:: WORK INSTRUCTIONS ::
Every record below needs to be set down exactly. Pictures do not belong in the copy.

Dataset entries
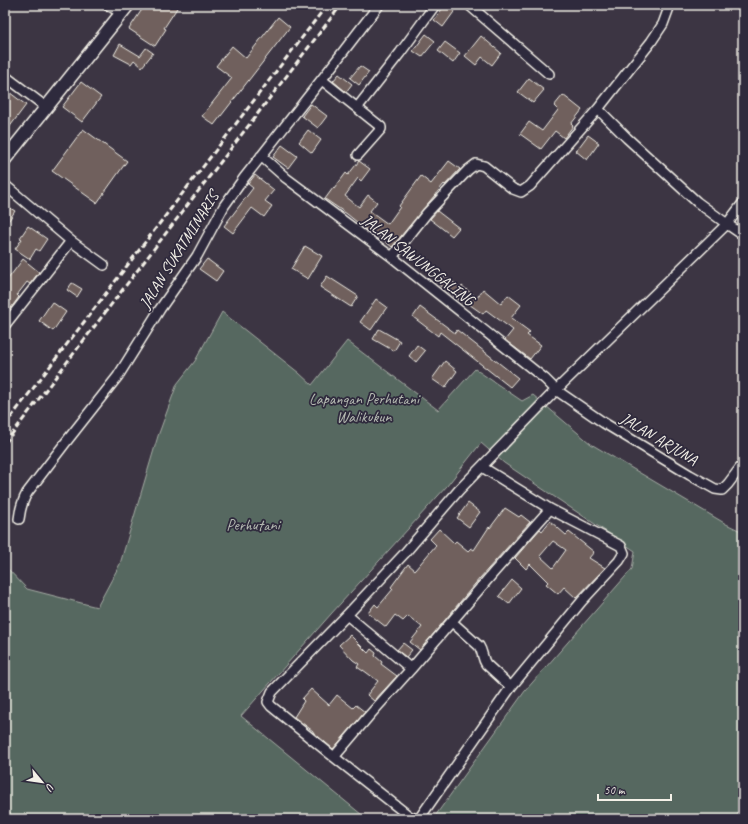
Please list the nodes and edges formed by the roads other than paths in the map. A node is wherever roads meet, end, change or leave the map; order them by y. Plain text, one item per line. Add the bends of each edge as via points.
1 (108, 5) edge
2 (379, 5) edge
3 (435, 5) edge
4 (469, 5) edge
5 (670, 5) edge
6 (124, 9) edge
7 (549, 74) dead end
8 (5, 76) edge
9 (322, 80) junction
10 (46, 107) junction
11 (357, 108) junction
12 (598, 109) junction
13 (358, 155) dead end
14 (261, 156) junction
15 (5, 159) edge
16 (5, 185) edge
17 (743, 203) edge
18 (727, 224) junction
19 (743, 235) edge
20 (71, 241) junction
21 (392, 257) junction
22 (104, 265) dead end
23 (5, 324) edge
24 (556, 390) junction
25 (743, 464) edge
26 (482, 467) junction
27 (550, 509) junction
28 (19, 519) dead end
29 (347, 615) junction
30 (452, 622) junction
31 (411, 669) junction
32 (511, 687) junction
33 (334, 757) junction

1 - 6 street
2 - 9 street, JALAN SUKATMINARIS
3 - 11 street
4 - 7 street
5 - 12 street via 663,24 651,42
6 - 10 main road
8 - 10 street
9 - 11 street
9 - 14 street, JALAN SUKATMINARIS
10 - 15 main road
11 - 13 street via 381,127
12 - 18 street via 697,202
12 - 21 street via 530,186 521,192 513,189 484,166 476,164 427,213
14 - 21 street, JALAN SAWUNGGALING via 286,178
14 - 28 street, JALAN SUKATMINARIS via 224,206 197,256 118,376 27,493 22,502
16 - 20 street
17 - 18 street
18 - 19 street
18 - 24 street
20 - 22 street
20 - 23 street
21 - 24 street, JALAN SAWUNGGALING
24 - 25 street, JALAN ARJUNA via 604,423 715,490 722,490
24 - 26 street
26 - 27 street
26 - 29 street
27 - 30 street
27 - 32 street via 621,546 624,553
29 - 31 street
29 - 33 street via 272,692 268,702
30 - 31 street
30 - 32 street via 479,646 486,664
31 - 33 street
32 - 33 street via 418,818 409,816

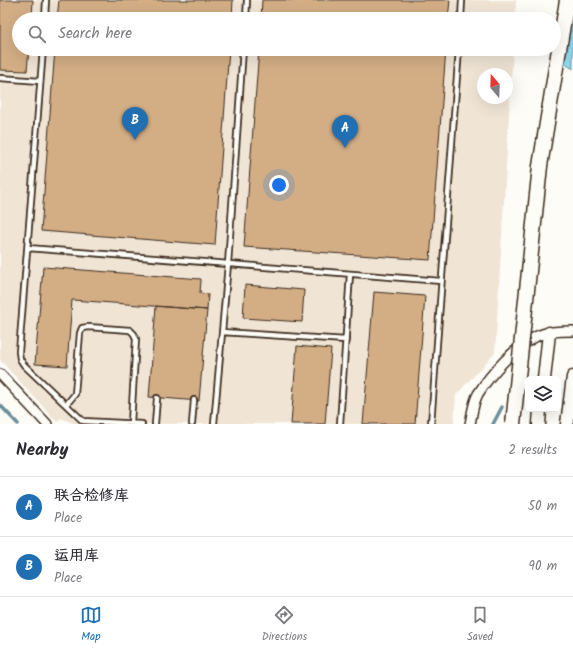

:: EXPECTED OUTPUT ::
Please list the nodes and edges formed by the roads other than paths in the map. A node is wherever roads meet, end, change or leave the map; order them by y. Plain text, one item per line. Add the bends of each edge as via points.
1 (108, 5) edge
2 (379, 5) edge
3 (435, 5) edge
4 (469, 5) edge
5 (670, 5) edge
6 (124, 9) edge
7 (549, 74) dead end
8 (5, 76) edge
9 (322, 80) junction
10 (46, 107) junction
11 (357, 108) junction
12 (598, 109) junction
13 (358, 155) dead end
14 (261, 156) junction
15 (5, 159) edge
16 (5, 185) edge
17 (743, 203) edge
18 (727, 224) junction
19 (743, 235) edge
20 (71, 241) junction
21 (392, 257) junction
22 (104, 265) dead end
23 (5, 324) edge
24 (556, 390) junction
25 (743, 464) edge
26 (482, 467) junction
27 (550, 509) junction
28 (19, 519) dead end
29 (347, 615) junction
30 (452, 622) junction
31 (411, 669) junction
32 (511, 687) junction
33 (334, 757) junction

1 - 6 street
2 - 9 street, JALAN SUKATMINARIS
3 - 11 street
4 - 7 street
5 - 12 street via 663,24 651,42
6 - 10 main road
8 - 10 street
9 - 11 street
9 - 14 street, JALAN SUKATMINARIS
10 - 15 main road
11 - 13 street via 381,127
12 - 18 street via 697,202
12 - 21 street via 530,186 521,192 513,189 484,166 476,164 427,213
14 - 21 street, JALAN SAWUNGGALING via 286,178
14 - 28 street, JALAN SUKATMINARIS via 224,206 197,256 118,376 27,493 22,502
16 - 20 street
17 - 18 street
18 - 19 street
18 - 24 street
20 - 22 street
20 - 23 street
21 - 24 street, JALAN SAWUNGGALING
24 - 25 street, JALAN ARJUNA via 604,423 715,490 722,490
24 - 26 street
26 - 27 street
26 - 29 street
27 - 30 street
27 - 32 street via 621,546 624,553
29 - 31 street
29 - 33 street via 272,692 268,702
30 - 31 street
30 - 32 street via 479,646 486,664
31 - 33 street
32 - 33 street via 418,818 409,816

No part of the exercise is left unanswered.